The records beneath should be restated word for word.

- - -

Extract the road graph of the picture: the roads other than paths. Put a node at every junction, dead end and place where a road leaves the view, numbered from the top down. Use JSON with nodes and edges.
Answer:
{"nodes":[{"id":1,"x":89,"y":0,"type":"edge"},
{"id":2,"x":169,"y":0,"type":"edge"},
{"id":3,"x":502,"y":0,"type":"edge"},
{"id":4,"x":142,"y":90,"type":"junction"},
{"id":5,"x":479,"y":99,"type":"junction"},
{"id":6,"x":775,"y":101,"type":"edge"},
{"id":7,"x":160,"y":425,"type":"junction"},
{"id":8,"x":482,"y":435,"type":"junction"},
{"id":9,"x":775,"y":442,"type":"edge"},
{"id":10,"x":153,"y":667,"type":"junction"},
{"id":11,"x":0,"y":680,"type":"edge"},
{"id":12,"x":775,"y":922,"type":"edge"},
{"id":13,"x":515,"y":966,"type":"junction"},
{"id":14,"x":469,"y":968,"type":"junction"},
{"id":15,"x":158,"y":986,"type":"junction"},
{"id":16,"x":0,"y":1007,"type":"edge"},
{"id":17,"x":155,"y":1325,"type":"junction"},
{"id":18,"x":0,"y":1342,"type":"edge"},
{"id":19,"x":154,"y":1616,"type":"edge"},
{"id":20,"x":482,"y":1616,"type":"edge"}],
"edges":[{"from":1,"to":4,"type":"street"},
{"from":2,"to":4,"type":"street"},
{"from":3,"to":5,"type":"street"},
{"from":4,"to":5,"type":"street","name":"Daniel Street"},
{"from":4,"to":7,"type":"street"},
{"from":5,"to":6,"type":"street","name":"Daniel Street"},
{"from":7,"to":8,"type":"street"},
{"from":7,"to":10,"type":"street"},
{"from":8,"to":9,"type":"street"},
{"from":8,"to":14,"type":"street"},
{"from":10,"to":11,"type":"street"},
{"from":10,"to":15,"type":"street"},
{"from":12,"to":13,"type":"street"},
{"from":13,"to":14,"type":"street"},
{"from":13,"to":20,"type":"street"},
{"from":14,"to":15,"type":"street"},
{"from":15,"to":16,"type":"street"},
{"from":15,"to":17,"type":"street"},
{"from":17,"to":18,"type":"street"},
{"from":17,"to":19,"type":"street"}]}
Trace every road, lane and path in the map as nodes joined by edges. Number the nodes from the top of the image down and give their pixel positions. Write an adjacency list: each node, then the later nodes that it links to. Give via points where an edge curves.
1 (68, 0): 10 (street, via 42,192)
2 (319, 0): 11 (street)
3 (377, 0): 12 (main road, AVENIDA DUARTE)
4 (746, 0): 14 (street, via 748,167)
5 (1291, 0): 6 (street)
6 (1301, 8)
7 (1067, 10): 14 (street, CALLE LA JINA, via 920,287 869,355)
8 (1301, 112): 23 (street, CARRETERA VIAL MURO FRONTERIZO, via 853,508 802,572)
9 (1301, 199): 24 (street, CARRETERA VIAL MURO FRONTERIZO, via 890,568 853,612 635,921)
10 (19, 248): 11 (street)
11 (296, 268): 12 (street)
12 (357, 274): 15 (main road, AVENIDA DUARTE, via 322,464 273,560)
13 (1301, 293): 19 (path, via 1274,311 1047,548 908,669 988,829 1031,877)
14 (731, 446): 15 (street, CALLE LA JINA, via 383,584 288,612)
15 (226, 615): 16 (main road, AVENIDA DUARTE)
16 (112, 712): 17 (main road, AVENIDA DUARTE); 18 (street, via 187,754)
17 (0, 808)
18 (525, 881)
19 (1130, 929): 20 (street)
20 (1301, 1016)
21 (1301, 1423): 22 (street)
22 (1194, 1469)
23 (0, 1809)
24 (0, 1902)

- - -

Final answer
Extract the road graph of the picture: the roads other than paths. Put a node at every junction, dead end and place where a road leaves the view, numbered from the top down. Use JSON with nodes and edges.
Answer:
{"nodes":[{"id":1,"x":89,"y":0,"type":"edge"},
{"id":2,"x":169,"y":0,"type":"edge"},
{"id":3,"x":502,"y":0,"type":"edge"},
{"id":4,"x":142,"y":90,"type":"junction"},
{"id":5,"x":479,"y":99,"type":"junction"},
{"id":6,"x":775,"y":101,"type":"edge"},
{"id":7,"x":160,"y":425,"type":"junction"},
{"id":8,"x":482,"y":435,"type":"junction"},
{"id":9,"x":775,"y":442,"type":"edge"},
{"id":10,"x":153,"y":667,"type":"junction"},
{"id":11,"x":0,"y":680,"type":"edge"},
{"id":12,"x":775,"y":922,"type":"edge"},
{"id":13,"x":515,"y":966,"type":"junction"},
{"id":14,"x":469,"y":968,"type":"junction"},
{"id":15,"x":158,"y":986,"type":"junction"},
{"id":16,"x":0,"y":1007,"type":"edge"},
{"id":17,"x":155,"y":1325,"type":"junction"},
{"id":18,"x":0,"y":1342,"type":"edge"},
{"id":19,"x":154,"y":1616,"type":"edge"},
{"id":20,"x":482,"y":1616,"type":"edge"}],
"edges":[{"from":1,"to":4,"type":"street"},
{"from":2,"to":4,"type":"street"},
{"from":3,"to":5,"type":"street"},
{"from":4,"to":5,"type":"street","name":"Daniel Street"},
{"from":4,"to":7,"type":"street"},
{"from":5,"to":6,"type":"street","name":"Daniel Street"},
{"from":7,"to":8,"type":"street"},
{"from":7,"to":10,"type":"street"},
{"from":8,"to":9,"type":"street"},
{"from":8,"to":14,"type":"street"},
{"from":10,"to":11,"type":"street"},
{"from":10,"to":15,"type":"street"},
{"from":12,"to":13,"type":"street"},
{"from":13,"to":14,"type":"street"},
{"from":13,"to":20,"type":"street"},
{"from":14,"to":15,"type":"street"},
{"from":15,"to":16,"type":"street"},
{"from":15,"to":17,"type":"street"},
{"from":17,"to":18,"type":"street"},
{"from":17,"to":19,"type":"street"}]}
Trace every road, lane and path in the map as nodes joined by edges. Number the nodes from the top of the image down and give their pixel positions. Write an adjacency list: each node, then the later nodes that it links to. Give via points where an edge curves.
1 (68, 0): 10 (street, via 42,192)
2 (319, 0): 11 (street)
3 (377, 0): 12 (main road, AVENIDA DUARTE)
4 (746, 0): 14 (street, via 748,167)
5 (1291, 0): 6 (street)
6 (1301, 8)
7 (1067, 10): 14 (street, CALLE LA JINA, via 920,287 869,355)
8 (1301, 112): 23 (street, CARRETERA VIAL MURO FRONTERIZO, via 853,508 802,572)
9 (1301, 199): 24 (street, CARRETERA VIAL MURO FRONTERIZO, via 890,568 853,612 635,921)
10 (19, 248): 11 (street)
11 (296, 268): 12 (street)
12 (357, 274): 15 (main road, AVENIDA DUARTE, via 322,464 273,560)
13 (1301, 293): 19 (path, via 1274,311 1047,548 908,669 988,829 1031,877)
14 (731, 446): 15 (street, CALLE LA JINA, via 383,584 288,612)
15 (226, 615): 16 (main road, AVENIDA DUARTE)
16 (112, 712): 17 (main road, AVENIDA DUARTE); 18 (street, via 187,754)
17 (0, 808)
18 (525, 881)
19 (1130, 929): 20 (street)
20 (1301, 1016)
21 (1301, 1423): 22 (street)
22 (1194, 1469)
23 (0, 1809)
24 (0, 1902)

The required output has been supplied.